Poems (Greenwell)/The Irish Emigrant's Song

Poems
by Dora Greenwell
The Irish Emigrant's Song
4521818Poems — The Irish Emigrant's SongDora Greenwell
THE IRISH EMIGRANT'S SONG.
FOR MUSIC.



Alone—amid the darkening woods I hear them lightly pass,
And in the twilight little feet come stealing o'er the grass;
Kind voices rise when all is still, and call me by my name.
And pleasant faces look on me from out the Pine wood flame:
Oh! my Brothers and my Sisters, how I miss you here alone!
Oh, Father and my Mother dear, do you think upon your own?
Who prays for you each night and morn[1]—Och hone! Och hone!
Thinking on the days that are long enough agone!

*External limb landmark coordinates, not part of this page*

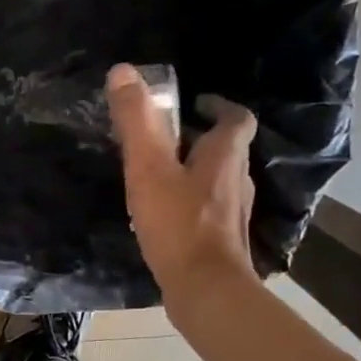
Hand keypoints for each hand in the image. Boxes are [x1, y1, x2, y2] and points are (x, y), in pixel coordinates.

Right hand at [107, 63, 257, 298]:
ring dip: (195, 170)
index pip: (235, 118)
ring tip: (161, 173)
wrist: (205, 289)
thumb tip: (122, 71)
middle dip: (199, 138)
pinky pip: (208, 209)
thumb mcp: (148, 167)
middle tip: (165, 137)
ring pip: (217, 180)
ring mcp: (233, 213)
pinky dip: (191, 201)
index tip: (195, 102)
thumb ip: (136, 121)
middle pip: (226, 149)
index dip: (218, 105)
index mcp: (225, 156)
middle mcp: (238, 180)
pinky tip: (164, 214)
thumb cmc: (178, 223)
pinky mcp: (222, 240)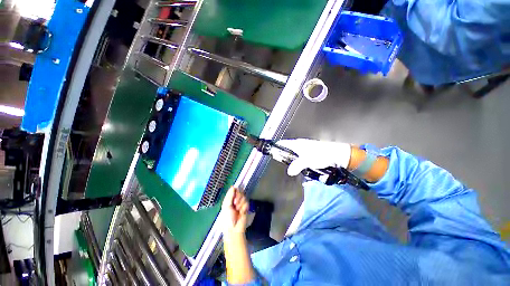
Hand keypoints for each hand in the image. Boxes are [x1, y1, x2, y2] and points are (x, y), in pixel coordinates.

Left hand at [221, 187, 248, 234]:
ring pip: (244, 197)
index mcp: (229, 200)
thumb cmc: (227, 218)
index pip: (234, 190)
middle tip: (235, 204)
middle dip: (238, 198)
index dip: (235, 191)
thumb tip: (233, 186)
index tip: (234, 195)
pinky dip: (244, 207)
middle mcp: (235, 200)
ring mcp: (241, 203)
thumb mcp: (226, 206)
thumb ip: (230, 196)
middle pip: (240, 192)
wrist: (234, 229)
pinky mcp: (246, 207)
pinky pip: (247, 203)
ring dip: (240, 203)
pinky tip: (242, 212)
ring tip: (238, 210)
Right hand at [277, 138, 351, 175]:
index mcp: (297, 143)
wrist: (337, 155)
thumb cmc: (322, 154)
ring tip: (289, 168)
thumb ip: (297, 165)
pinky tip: (298, 168)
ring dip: (291, 161)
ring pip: (293, 155)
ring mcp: (304, 150)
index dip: (276, 147)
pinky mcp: (309, 155)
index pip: (282, 143)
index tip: (271, 152)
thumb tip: (289, 171)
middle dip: (283, 156)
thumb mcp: (308, 160)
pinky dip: (297, 163)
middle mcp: (299, 145)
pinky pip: (299, 159)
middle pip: (286, 150)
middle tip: (280, 164)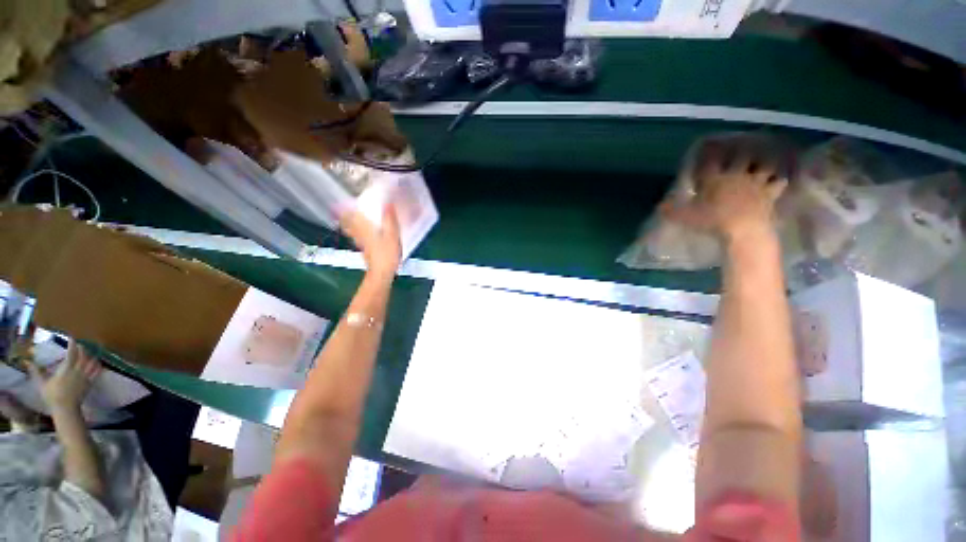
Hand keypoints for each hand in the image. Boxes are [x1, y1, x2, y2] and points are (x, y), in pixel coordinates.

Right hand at [29, 340, 101, 411]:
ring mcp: (85, 377)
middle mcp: (78, 371)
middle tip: (79, 345)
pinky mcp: (90, 383)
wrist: (65, 408)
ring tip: (88, 354)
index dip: (72, 344)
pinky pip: (97, 372)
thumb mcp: (42, 384)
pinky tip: (97, 364)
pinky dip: (98, 366)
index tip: (71, 338)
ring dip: (91, 356)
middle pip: (83, 356)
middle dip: (82, 349)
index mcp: (66, 369)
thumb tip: (28, 363)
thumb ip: (36, 372)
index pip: (71, 353)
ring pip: (92, 362)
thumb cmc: (52, 396)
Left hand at [341, 205, 401, 280]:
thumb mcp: (392, 235)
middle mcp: (360, 235)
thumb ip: (390, 220)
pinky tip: (363, 236)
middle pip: (349, 224)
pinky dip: (357, 235)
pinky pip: (358, 239)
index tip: (342, 202)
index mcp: (364, 229)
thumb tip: (388, 203)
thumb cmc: (386, 254)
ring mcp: (361, 244)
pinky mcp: (366, 251)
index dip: (345, 209)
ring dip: (350, 226)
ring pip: (352, 232)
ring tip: (351, 220)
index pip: (350, 217)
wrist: (381, 274)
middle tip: (344, 210)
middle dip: (346, 217)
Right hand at [663, 140, 787, 242]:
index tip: (708, 149)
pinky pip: (778, 182)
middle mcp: (736, 175)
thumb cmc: (713, 220)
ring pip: (763, 165)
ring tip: (762, 160)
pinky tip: (777, 179)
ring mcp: (756, 183)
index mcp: (715, 179)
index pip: (711, 162)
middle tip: (739, 148)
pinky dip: (778, 180)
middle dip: (740, 152)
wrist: (744, 229)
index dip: (709, 154)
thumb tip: (660, 205)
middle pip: (741, 157)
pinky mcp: (770, 193)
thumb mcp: (685, 217)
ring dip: (762, 162)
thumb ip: (672, 210)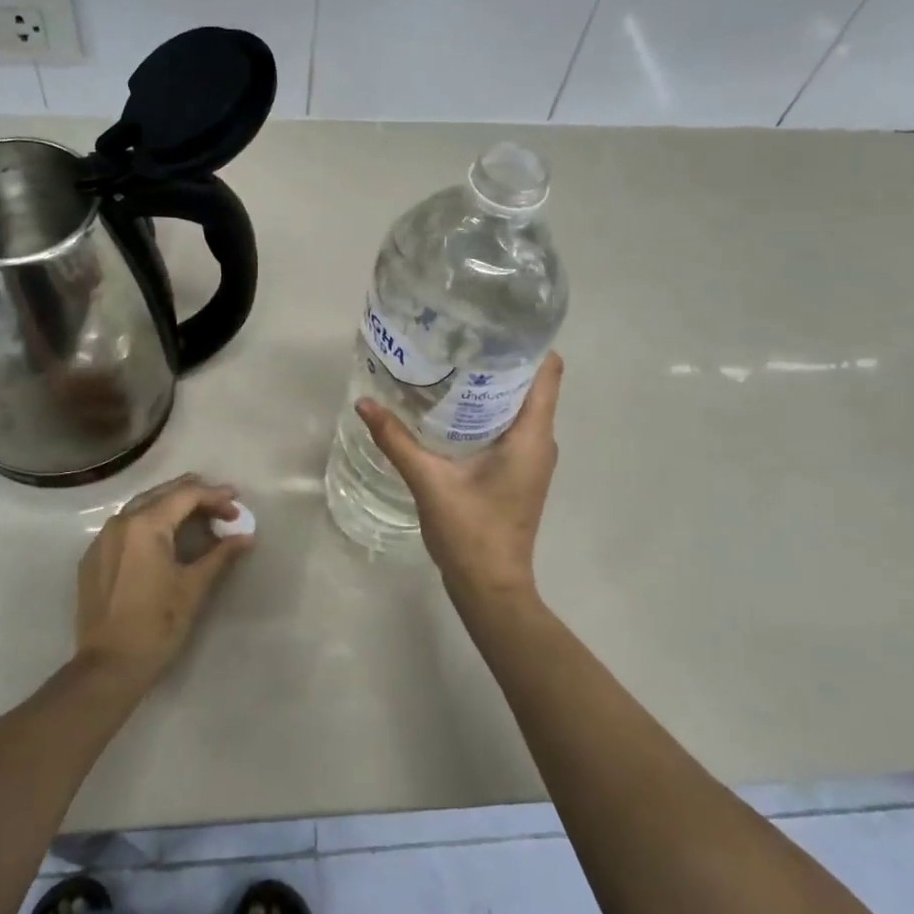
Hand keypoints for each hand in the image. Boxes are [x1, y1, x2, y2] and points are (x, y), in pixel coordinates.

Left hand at [75, 473, 251, 686]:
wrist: (108, 667)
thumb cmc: (156, 625)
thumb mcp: (193, 588)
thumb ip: (221, 555)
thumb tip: (247, 536)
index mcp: (145, 525)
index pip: (186, 496)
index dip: (215, 496)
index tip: (237, 503)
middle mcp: (120, 523)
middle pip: (162, 494)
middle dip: (194, 494)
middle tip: (222, 502)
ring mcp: (102, 539)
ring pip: (141, 507)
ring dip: (171, 505)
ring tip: (198, 513)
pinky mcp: (93, 557)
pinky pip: (125, 527)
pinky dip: (149, 522)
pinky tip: (164, 536)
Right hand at [355, 353, 562, 609]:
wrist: (491, 588)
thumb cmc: (471, 532)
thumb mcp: (429, 482)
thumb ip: (396, 441)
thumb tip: (364, 404)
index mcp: (531, 436)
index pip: (549, 371)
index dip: (527, 343)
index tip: (492, 326)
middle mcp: (540, 442)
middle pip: (531, 384)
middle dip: (498, 360)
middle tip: (457, 341)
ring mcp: (533, 459)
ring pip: (519, 407)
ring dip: (491, 388)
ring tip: (450, 367)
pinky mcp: (520, 473)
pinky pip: (510, 428)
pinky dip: (487, 413)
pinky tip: (451, 411)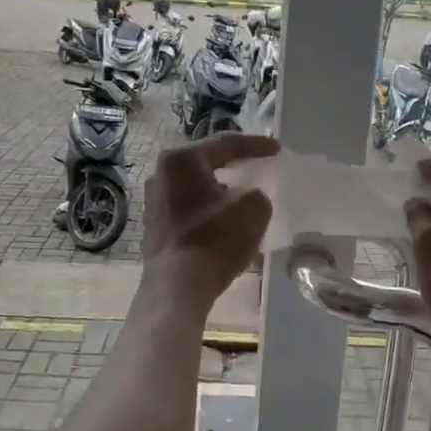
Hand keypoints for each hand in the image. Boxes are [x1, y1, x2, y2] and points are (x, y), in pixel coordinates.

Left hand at [141, 133, 277, 307]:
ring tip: (241, 196)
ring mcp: (154, 203)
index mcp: (181, 160)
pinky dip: (208, 213)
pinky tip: (223, 223)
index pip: (225, 144)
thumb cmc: (215, 238)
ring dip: (219, 191)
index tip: (277, 149)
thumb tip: (245, 199)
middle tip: (255, 164)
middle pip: (205, 164)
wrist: (178, 285)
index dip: (255, 145)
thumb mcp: (253, 208)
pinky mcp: (154, 229)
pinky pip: (188, 211)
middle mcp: (161, 175)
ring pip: (195, 189)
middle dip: (232, 165)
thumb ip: (256, 193)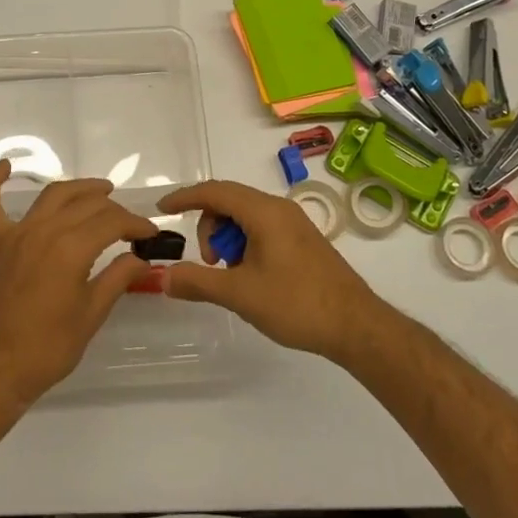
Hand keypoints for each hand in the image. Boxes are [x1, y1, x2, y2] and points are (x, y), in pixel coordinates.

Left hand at [0, 160, 159, 408]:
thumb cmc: (48, 349)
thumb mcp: (91, 315)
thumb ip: (117, 279)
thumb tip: (141, 258)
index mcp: (71, 249)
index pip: (112, 222)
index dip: (135, 224)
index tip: (150, 234)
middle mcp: (44, 231)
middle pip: (86, 205)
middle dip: (114, 210)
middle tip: (130, 225)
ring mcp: (17, 234)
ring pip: (51, 195)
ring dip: (78, 188)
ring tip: (100, 190)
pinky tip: (6, 166)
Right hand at [159, 179, 387, 360]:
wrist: (357, 326)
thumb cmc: (296, 303)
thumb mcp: (240, 294)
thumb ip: (198, 282)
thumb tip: (164, 277)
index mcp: (263, 212)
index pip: (214, 191)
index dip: (184, 197)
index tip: (161, 210)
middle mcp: (279, 208)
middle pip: (229, 202)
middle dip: (208, 227)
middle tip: (210, 264)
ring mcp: (294, 223)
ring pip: (246, 217)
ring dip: (228, 239)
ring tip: (232, 276)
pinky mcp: (303, 241)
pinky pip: (262, 229)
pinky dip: (246, 245)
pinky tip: (251, 277)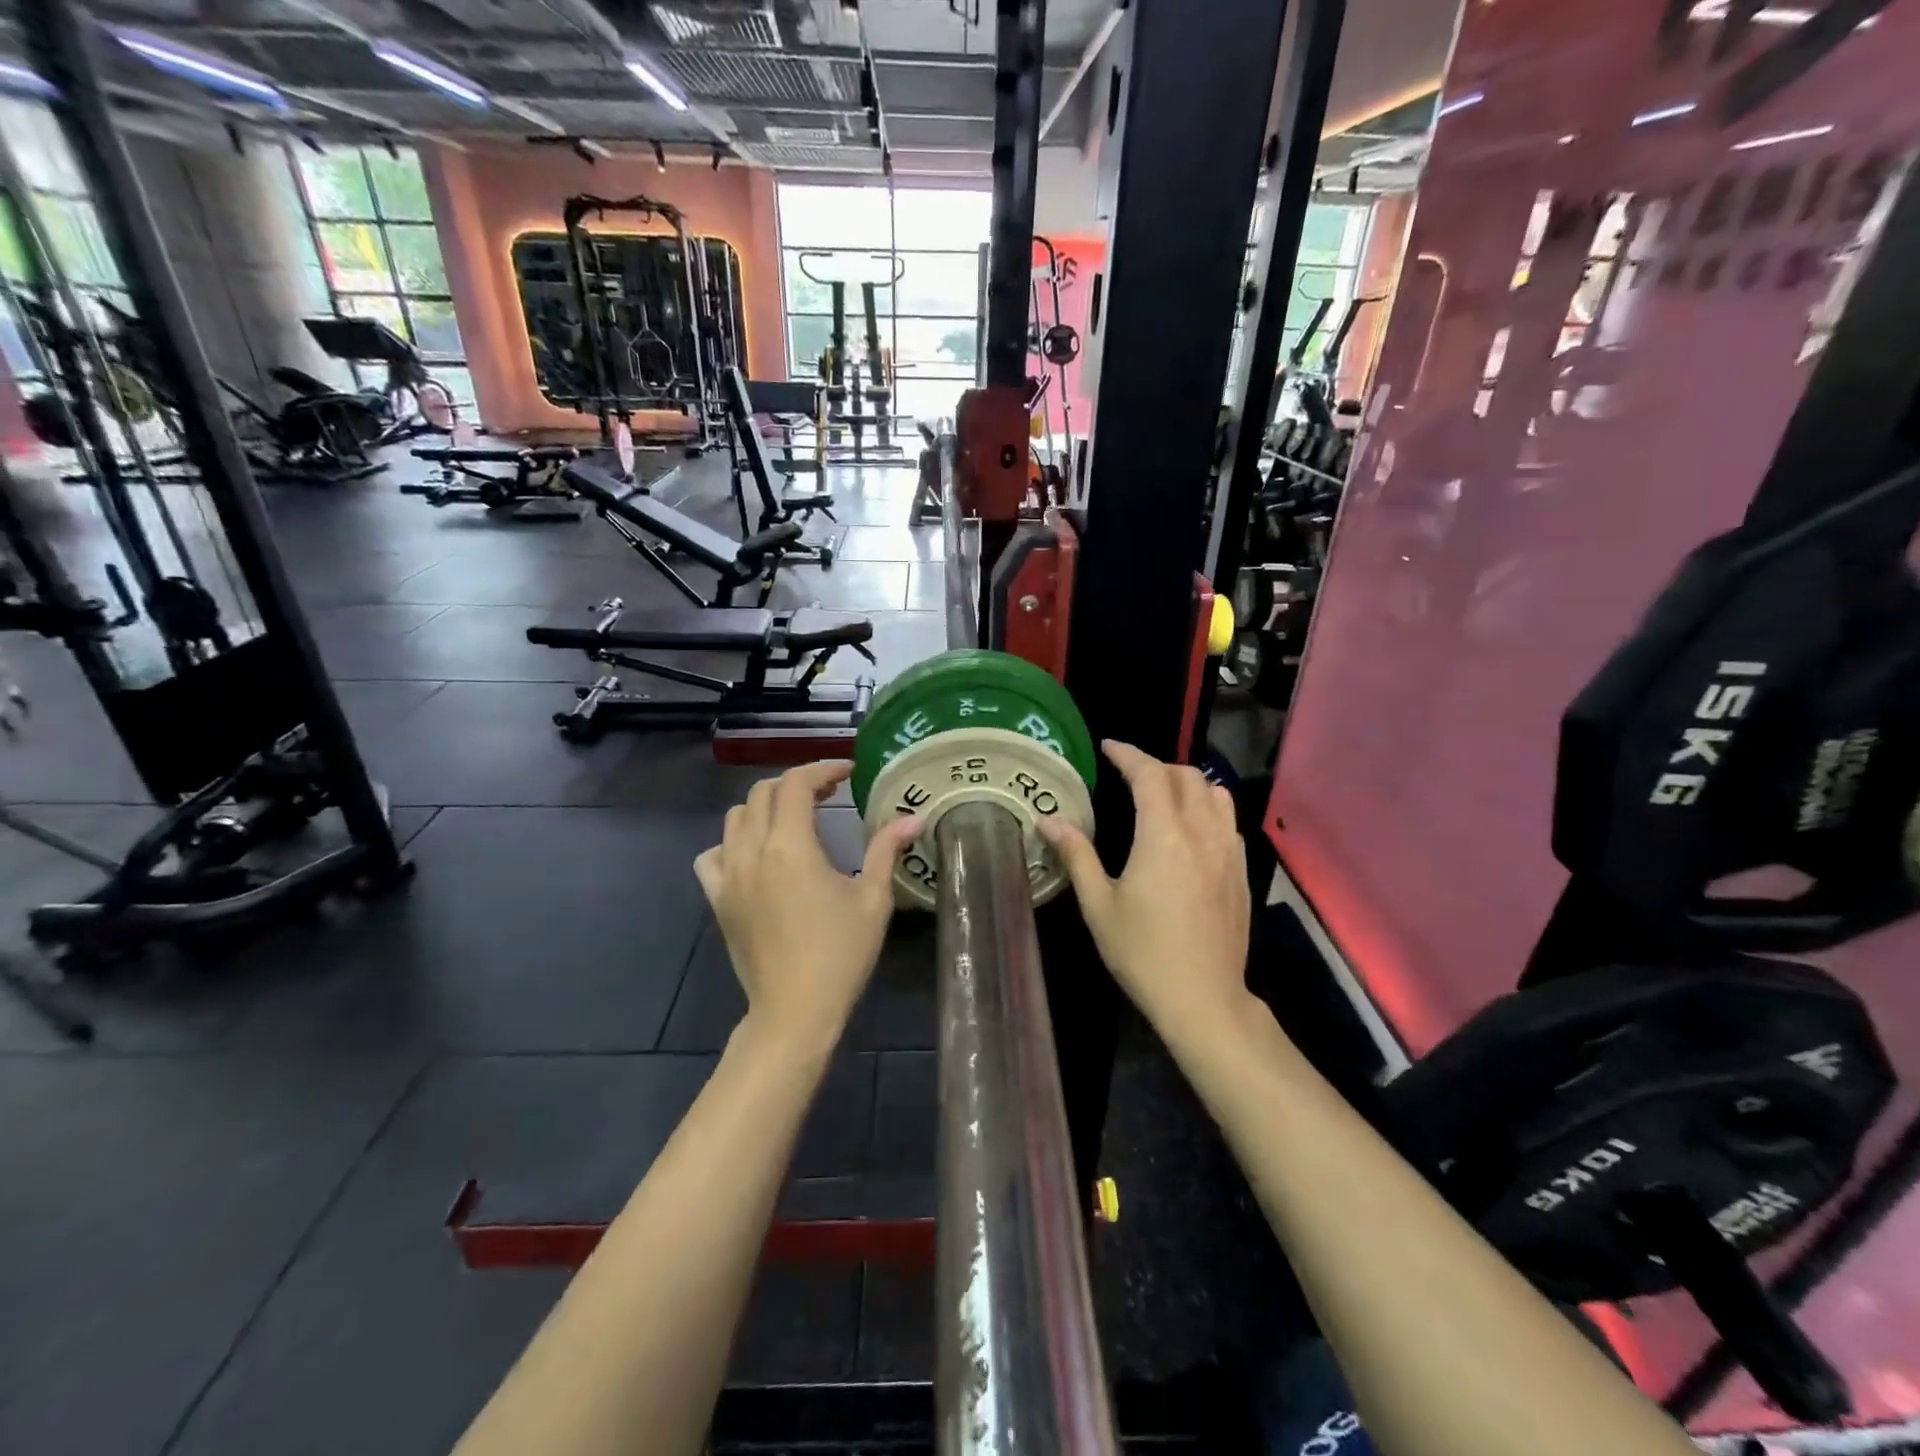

I sit beside the mighty stream that rolls down like a sea,
And think upon the Burn-side where my true love sat by me!
Where we said our sad and parting words the evening of the day,
The last I spent with them I loved before I came away;
Where my little Kathleen sat by me, her hand within my own,
And wept to think that I should go so far away alone;
It seems to me I see her still—Och hone! Och hone!
Thinking of the days that are long enough agone!

No more the thousand welcomes send their music to my heart,
No more the kind "Heaven prosper ye!" when kindred meet and part;
Amid the trackless forest-wilds a lonely man I stray,
Where never word of greeting comes to cheer me on my way;
Far from the looks I love the best, from each familiar tone,
Here must I live and labour on, alone—alone!
Yet I work, I work and pray for them—Och hone! Och hone!
Thinking on the days that are long enough agone!

  1. The burden of this song is that of a very ancient Irish ditty.—See Lockhart's Life of Scott.